Bir metal işçisi seçim döneminde öne çıkan “Her şey çok güzel olacak” sloganına değindi. ‘Bu mu çok güzel olan? Aliağa’da Çiğli’de işçiler işten atıldı. Duyuyoruz, işçiler bu düzeni değiştirmeye hazır değil deniyor. Ülkenin dört bir yanında işçiler eylemde. Demek ki, işçiler bilinçsiz değil, işçiler bir şeyileri değiştirmek istiyor ve eyleme geçiyor.”
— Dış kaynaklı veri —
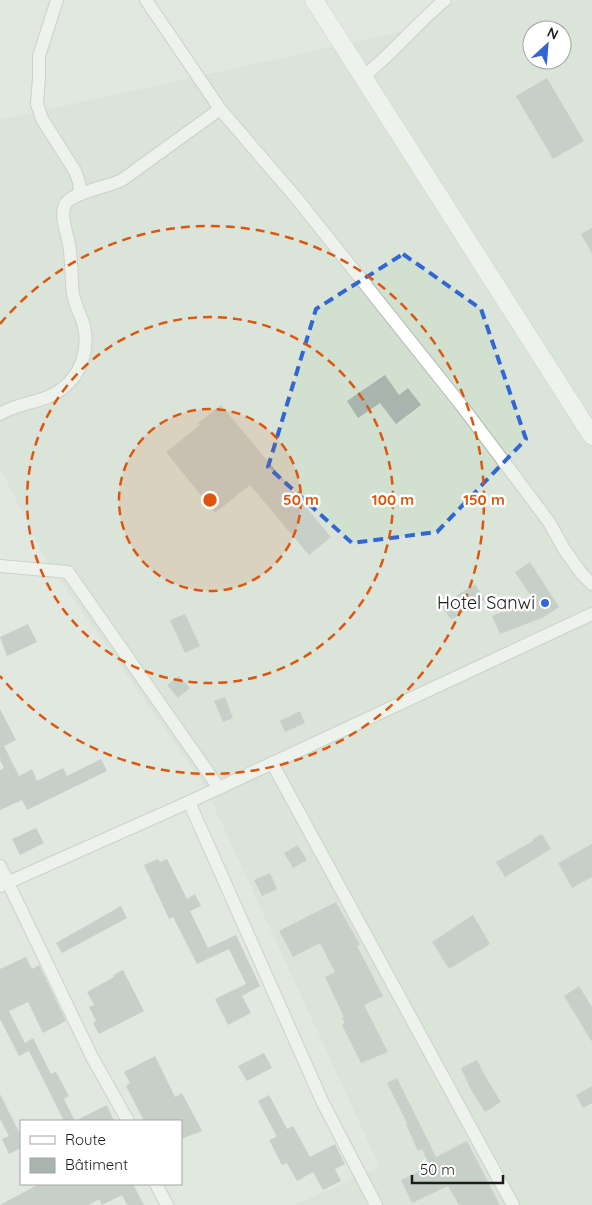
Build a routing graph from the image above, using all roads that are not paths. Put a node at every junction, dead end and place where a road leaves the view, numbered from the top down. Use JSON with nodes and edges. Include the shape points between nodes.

“İşçiler yalnız kendileri için değil doğanın ve toplumun geleceği için de mücadele etmek zorundadır. Bir çok eylem işçi sınıfının bu düzene karşı mücadele içinde olduğunun göstergesidir. Sokak tarihi belirleyecek, sokak işçi sınıfının geleceğini belirleyecek, sosyalizm bize ancak bu araçları geliştirerek kazanabileceğimizi gösteriyor” dedi.
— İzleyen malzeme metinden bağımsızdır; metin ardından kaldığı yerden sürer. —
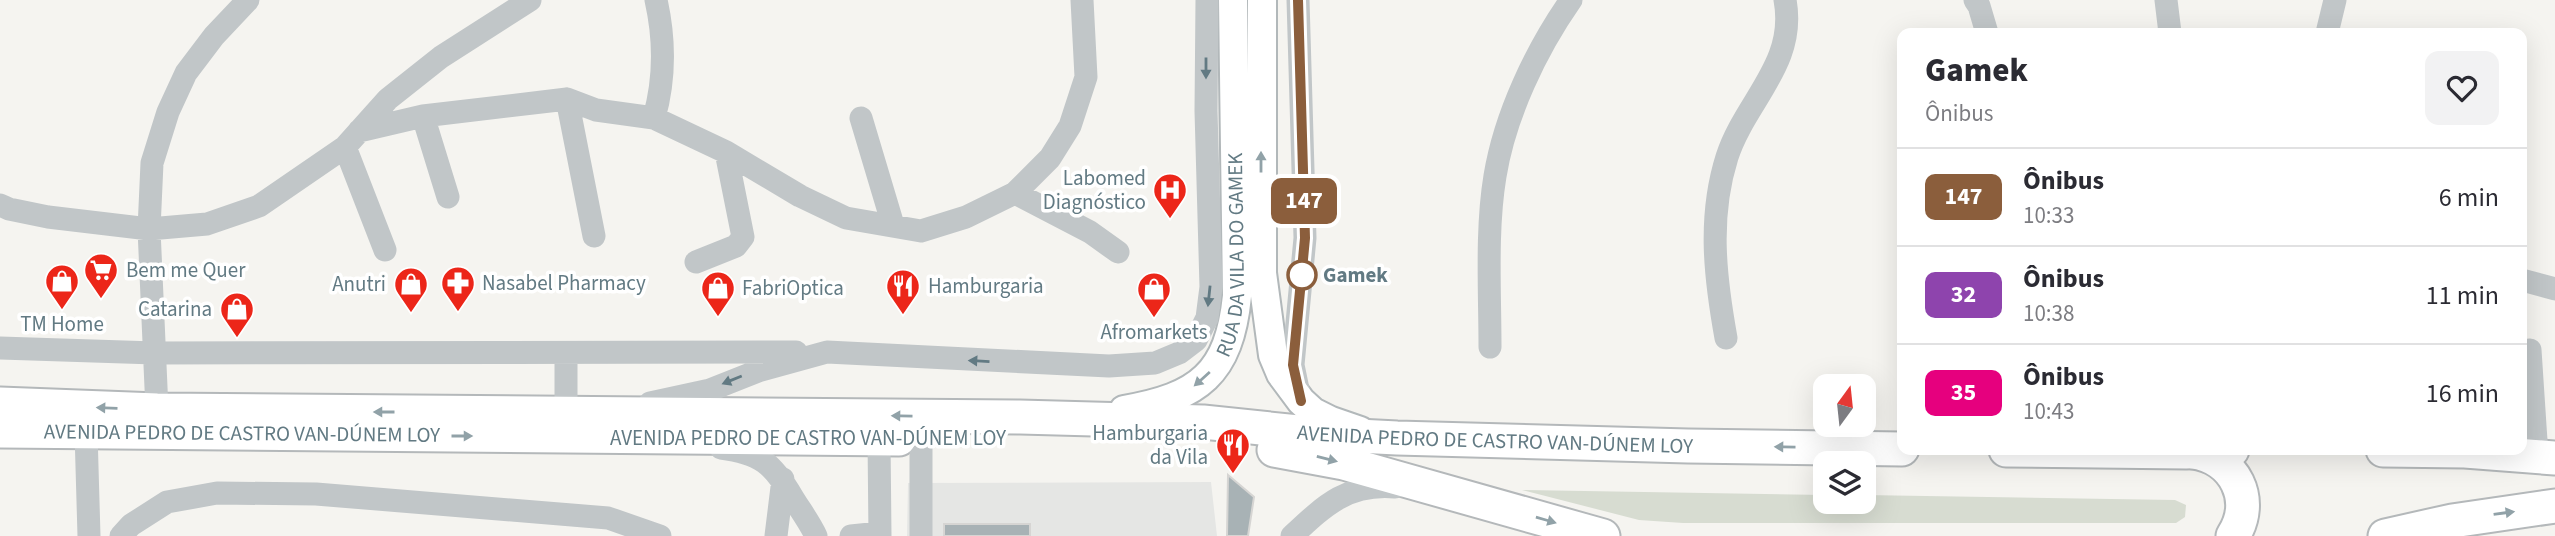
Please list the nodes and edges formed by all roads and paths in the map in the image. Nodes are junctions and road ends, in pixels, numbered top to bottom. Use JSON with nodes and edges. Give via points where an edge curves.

İşçiler artık yaşamlarında, geleceklerinde söz ve karar sahibi olmak istediklerini ve bunun için de kendi bağımsız mücadele araçlarını, örgütlerini yaratmaları gerektiğini ve her yerde güçlerini birleştirmeleri gerektiğini söylediler. En önemlisi de mücadele içinde yer alan işçilerin oluşturacakları örgütlenmeleri iktidarı almanın araçları olarak örmeleri bunun önemini vurgulamalarıydı. İşçiler etkinlik sonunda pratik adımlar atmak için bazı kararlar aldılar. Zaman bu kararların hayata geçip geçmediğini, ne dererce başarılı olduğunu gösterecek.

 

Etkinlik bittikten sonra tanıdıklarımla biraz sohbet ediyorum. Hazırlık komitesindeki arkadaşlarla etkinlik üzerine konuşurken “Akşam dönecek misin? Burada işin varsa evi uygun arkadaşlar var” diyorlar. “Ben İstanbul muhabiriyim, sizinle vakit geçirmeyi isterdim ama dönmem gerek” diyorum. Bu arada işçi arkadaşlardan birisi “İstanbul’dan gelen Alihan araçla gelmiş. Kenanla birlikte gidiyor. Dönecekse muhabir arkadaşı alabiliriz, yerimiz var dediler gidecekseniz arayalım arkadaşları” diyor “Olur” deyince Alihan ve Kenan’la görüşüp yola çıkma saatinde buluşma noktası olarak Çiğli Belediyesi önünü belirliyoruz.